I don’t agree that you have to be organized against the housing authority, because to some extent that perpetuates the weaknesses of the residents. If you don’t get the residents involved in the politics of the whole community, if you don’t get the residents to try to change the bus route and the sanitation pick-up and those things, you could beat up the housing authority all you want and they couldn’t do a darn thing about any of those. So I think in the long run the residents are not served by an entity that comes in and says the housing authority is the enemy, let’s organize against them. You have to say the conditions I live in are the enemy. What are the priorities, what do I want changed, and who can change them?

CH: Some housing authorities have a plantation mentality regarding their tenants.

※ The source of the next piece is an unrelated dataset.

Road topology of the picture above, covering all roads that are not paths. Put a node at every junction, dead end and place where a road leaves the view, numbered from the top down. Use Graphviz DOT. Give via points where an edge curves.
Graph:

What can you, as Assistant Secretary in Washington, do to help create effective, empowered tenant groups and get the more resistant housing authorities to shape up?

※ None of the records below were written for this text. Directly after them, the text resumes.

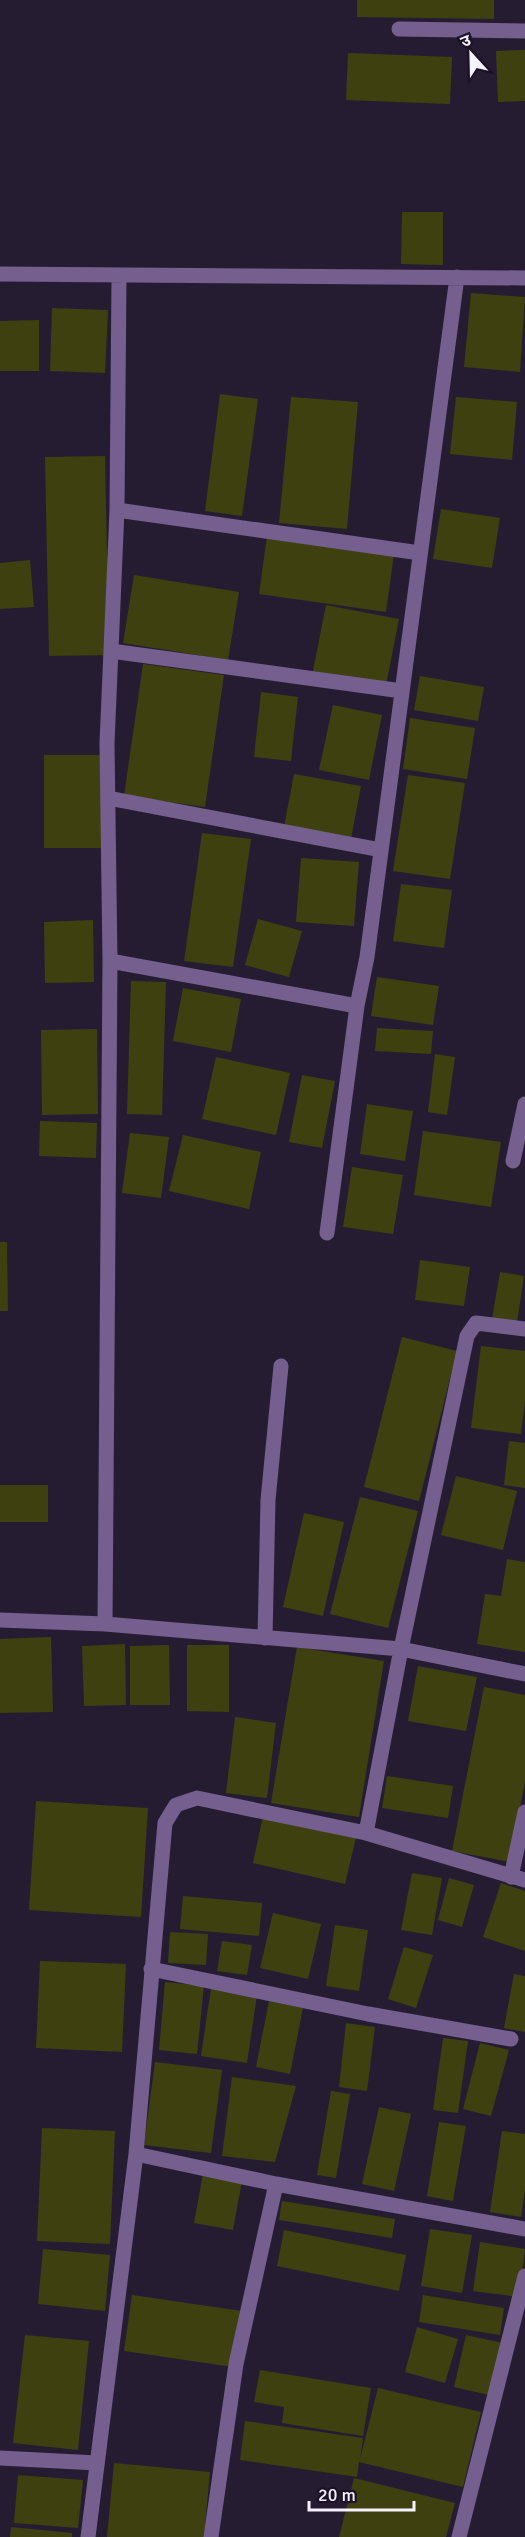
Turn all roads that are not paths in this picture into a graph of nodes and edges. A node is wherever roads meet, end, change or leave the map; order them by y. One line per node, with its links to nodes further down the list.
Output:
1 (399, 29): 2 (street)
2 (525, 31)
3 (0, 274): 4 (street)
4 (119, 277): 5 (street); 7 (street)
5 (456, 277): 6 (street); 8 (street)
6 (525, 278)
7 (117, 510): 8 (street); 9 (street)
8 (420, 554): 10 (street)
9 (111, 651): 10 (street); 11 (street)
10 (402, 691): 12 (street)
11 (108, 798): 12 (street); 13 (street)
12 (381, 850): 14 (street)
13 (110, 961): 14 (street); 21 (street)
14 (357, 1006): 17 (street)
15 (525, 1104): 16 (street)
16 (513, 1161)
17 (327, 1233)
18 (525, 1329): 23 (street)
19 (281, 1366): 22 (street)
20 (0, 1620): 21 (street)
21 (105, 1624): 22 (street)
22 (265, 1638): 23 (street)
23 (401, 1649): 24 (street); 26 (street)
24 (525, 1674)
25 (525, 1812): 27 (street)
26 (366, 1833): 27 (street); 28 (street)
27 (518, 1878)
28 (151, 1969): 29 (street); 30 (street)
29 (511, 2039)
30 (136, 2154): 31 (street); 35 (street)
31 (276, 2184): 32 (street); 37 (street)
32 (525, 2229)
33 (525, 2276): 38 (street)
34 (0, 2458): 35 (street)
35 (98, 2463): 36 (street)
36 (88, 2537)
37 (211, 2537)
38 (459, 2537)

JS: First of all, we make it very clear that the mission of public housing is the residents, that the housing authorities don’t exist to give jobs to their employees. Second, we increased the money that is going to residents to get organized; if residents get organized, they’ll take care of the problems themselves –they don’t need us. In the NOFA we just released a couple of months ago, for the first time we had a set-aside for the national organizing groups; we want to support groups that go into places that are totally unorganized and organize the residents. We have put out proposed regulations that say if a resident group has regular elections and does xyz in order to be recognized, the housing board has to recognize them and has to set aside units for office space, and if appropriate, has to provide some funding. We put all this in the Public Housing Management Assessment Program scoring system on how we grade housing authorities.

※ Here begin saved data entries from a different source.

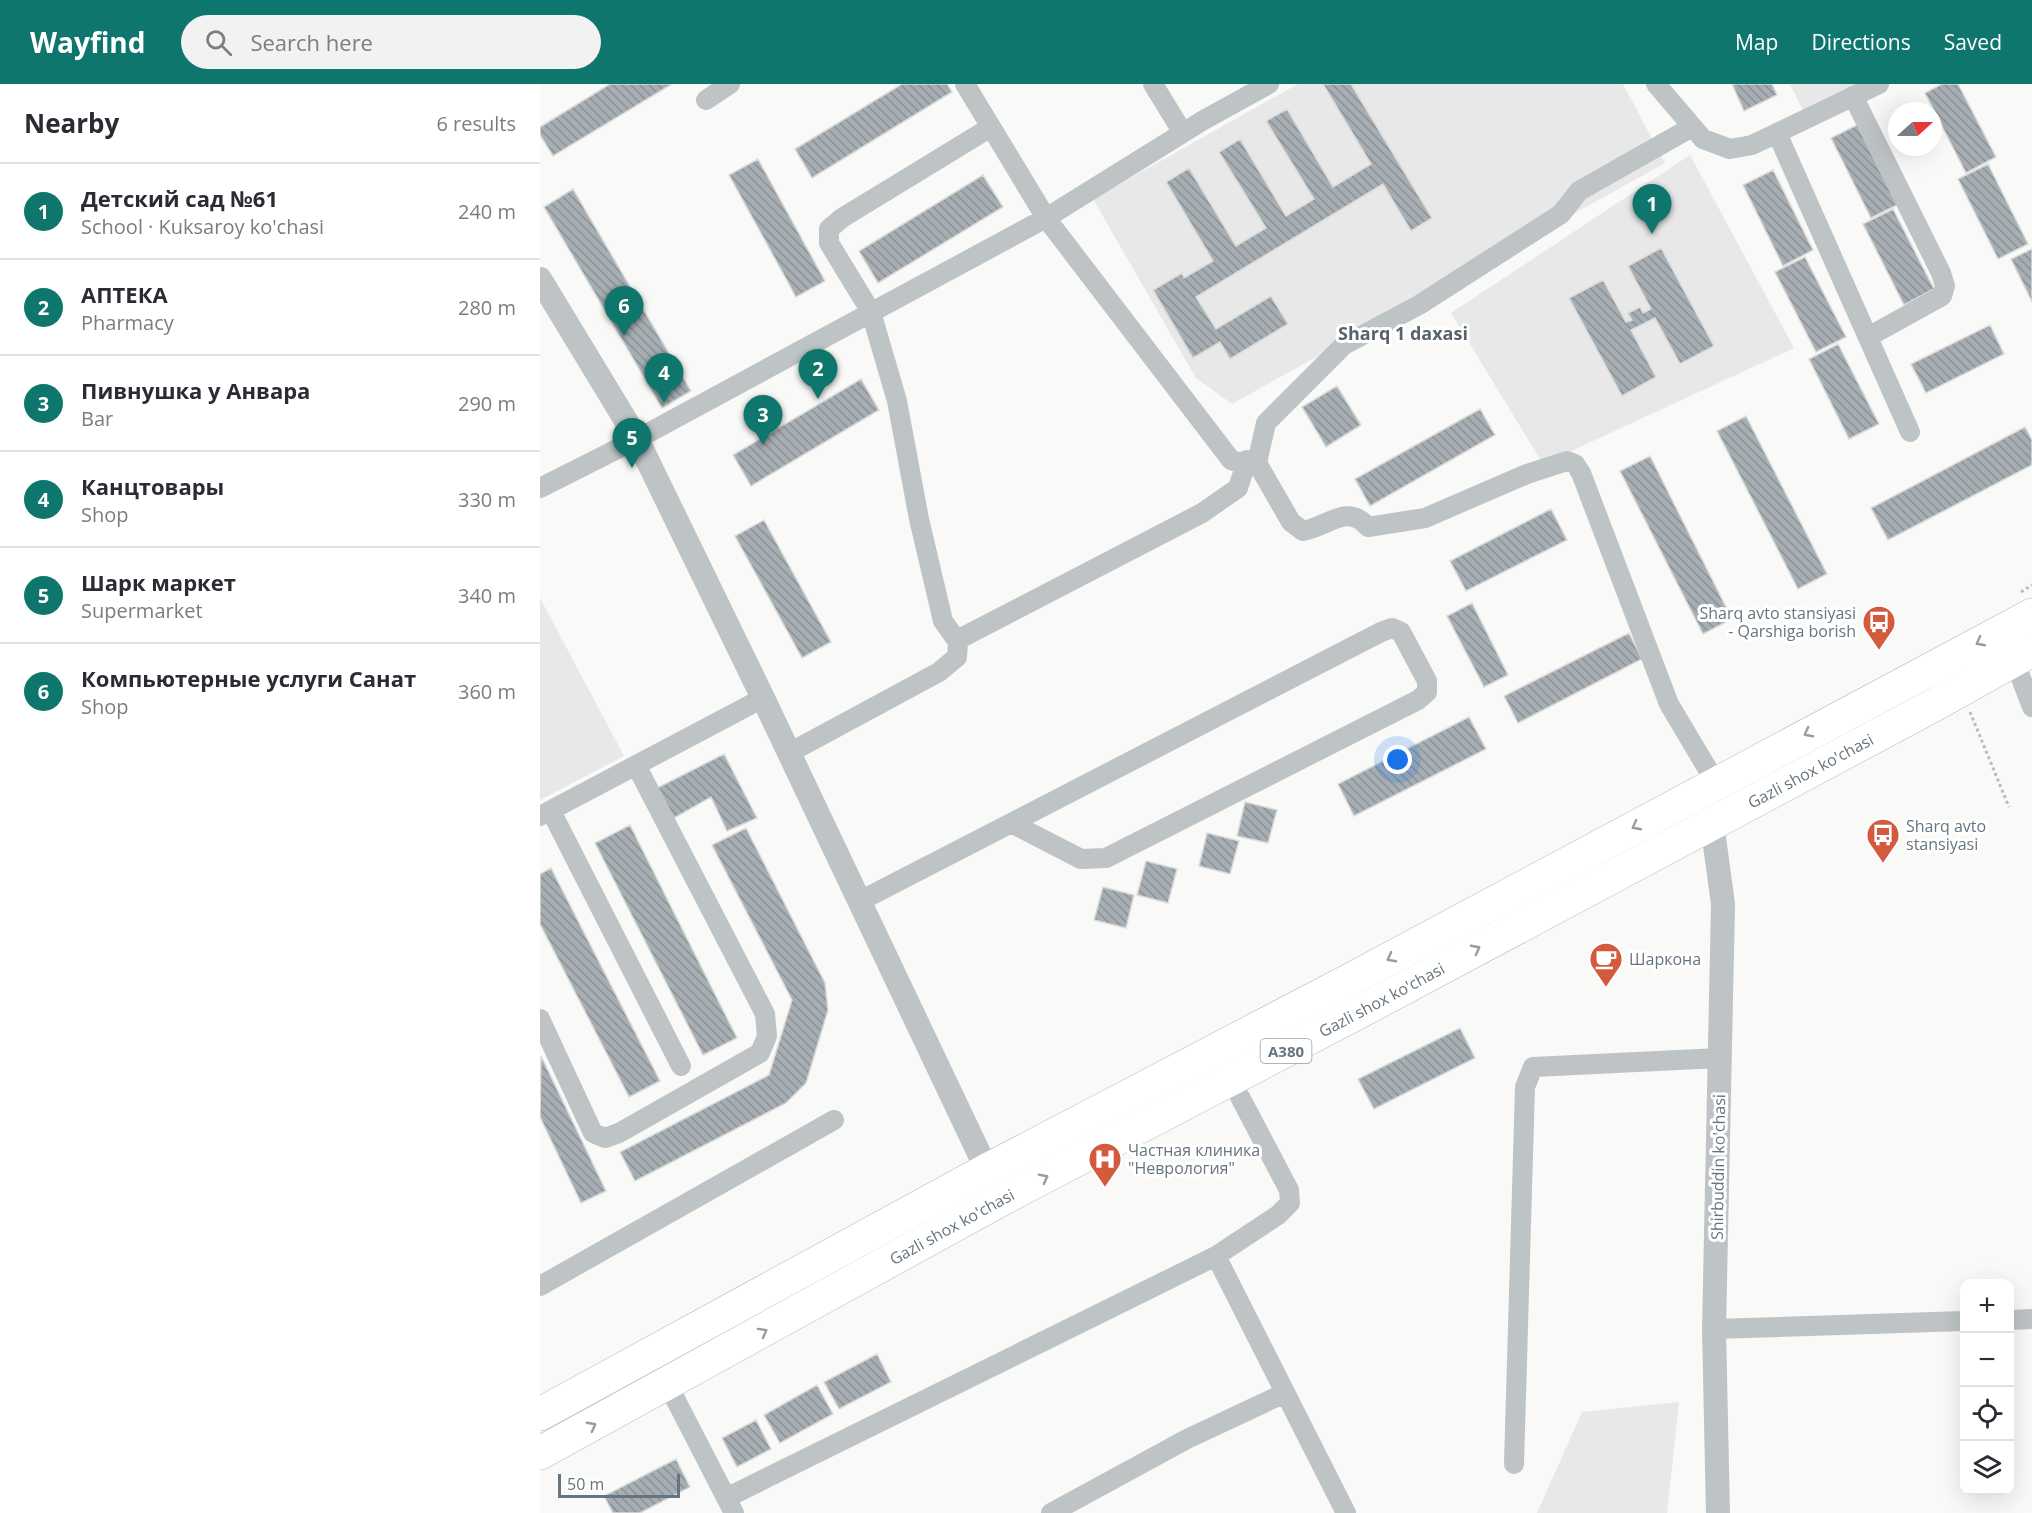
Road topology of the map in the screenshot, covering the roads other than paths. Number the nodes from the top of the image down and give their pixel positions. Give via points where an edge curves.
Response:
1 (730, 84) edge
2 (965, 84) edge
3 (1153, 84) edge
4 (1269, 84) edge
5 (1656, 84) edge
6 (1879, 84) edge
7 (1853, 96) junction
8 (706, 100) dead end
9 (991, 127) junction
10 (1692, 127) junction
11 (1183, 133) junction
12 (1777, 133) junction
13 (1046, 218) junction
14 (540, 279) edge
15 (872, 312) junction
16 (1868, 337) junction
17 (1910, 432) dead end
18 (637, 439) junction
19 (1252, 462) junction
20 (540, 488) edge
21 (2032, 615) edge
22 (958, 642) junction
23 (2023, 655) edge
24 (763, 698) junction
25 (2032, 707) edge
26 (789, 753) junction
27 (636, 765) junction
28 (1716, 783) junction
29 (545, 813) edge
30 (1011, 823) junction
31 (1712, 823) junction
32 (860, 901) junction
33 (540, 1019) edge
34 (1720, 1058) junction
35 (681, 1066) dead end
36 (1240, 1097) dead end
37 (834, 1120) dead end
38 (987, 1170) junction
39 (1216, 1256) junction
40 (540, 1286) edge
41 (2032, 1319) edge
42 (2014, 1320) edge
43 (1960, 1322) edge
44 (1714, 1329) junction
45 (668, 1385) junction
46 (1285, 1393) junction
47 (540, 1414) edge
48 (540, 1453) edge
49 (1514, 1464) dead end
50 (730, 1505) edge
51 (1051, 1513) edge
52 (1346, 1513) edge
53 (1718, 1513) edge

1 - 8 street
2 - 9 street
3 - 11 street
4 - 11 street
5 - 10 street
6 - 7 street
7 - 12 street
7 - 16 street via 1946,286 1942,296
9 - 13 street
9 - 15 street via 830,229 829,243
10 - 12 street via 1703,139 1730,149 1752,145
10 - 19 street via 1579,191 1562,214 1419,305 1344,345 1266,423
11 - 13 street
12 - 16 street
13 - 15 street
13 - 19 street via 1231,460
14 - 18 street
15 - 18 street
15 - 22 street via 897,401 943,621
16 - 17 street
18 - 20 street
18 - 24 street
19 - 22 street via 1238,488 1202,513
19 - 28 street via 1291,522 1303,531 1346,515 1361,518 1368,527 1425,518 1527,474 1567,461 1575,464 1669,704
21 -> 28 highway, Gazli shox ko'chasi / A380
22 - 26 street via 957,657 939,672
23 - 25 street
23 - 31 highway, Gazli shox ko'chasi / A380
24 - 26 street
24 - 27 street
26 - 32 street
27 - 29 street
27 - 33 street via 765,1014 767,1036 760,1053 605,1138 592,1133
28 -> 38 highway, Gazli shox ko'chasi / A380
29 - 35 street
30 - 30 street via 1392,628 1401,632 1427,681 1427,692 1418,700 1106,858 1081,859
30 - 32 street
31 - 34 street, Shirbuddin ko'chasi via 1724,904
45 -> 31 highway, Gazli shox ko'chasi / A380 via 1002,1199
32 - 38 street
34 - 44 street, Shirbuddin ko'chasi
34 - 49 street via 1533,1067 1525,1087
36 - 39 street via 1289,1190 1290,1203
37 - 40 street
38 - 47 highway, Gazli shox ko'chasi / A380
39 - 46 street
39 - 50 street
41 - 42 street
43 - 44 street
44 - 53 street, Shirbuddin ko'chasi
48 -> 45 highway, Gazli shox ko'chasi / A380
45 - 50 street
46 - 51 street via 1187,1439
46 - 52 street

The other thing we stress to housing authorities is that public housing is having lots of trouble in Congress; if you don’t organize the people who live there and the people on the waiting list, they won’t lobby, and if they don’t lobby, the industry itself isn’t going to get it done. So I think there is a lot of self-interest in the housing authority’s doing it, and HUD will continue to preach, regulate and fund to make the resident groups real.

It was absolutely mind-boggling to me that when I invited all national and statewide resident groups to come here, those people had never been in the same room together. I actually disagree with a number of items in the new regs, but that was the list of items the group agreed to and that’s what we went with. There was an item that the Secretary disagreed with; he believes a resident leader should be able to work for the housing authority. The tenants believe it’s a conflict of interest. I believe that there should be term limits, that the same person should be not be president of an organization for 20 years. The tenants didn’t.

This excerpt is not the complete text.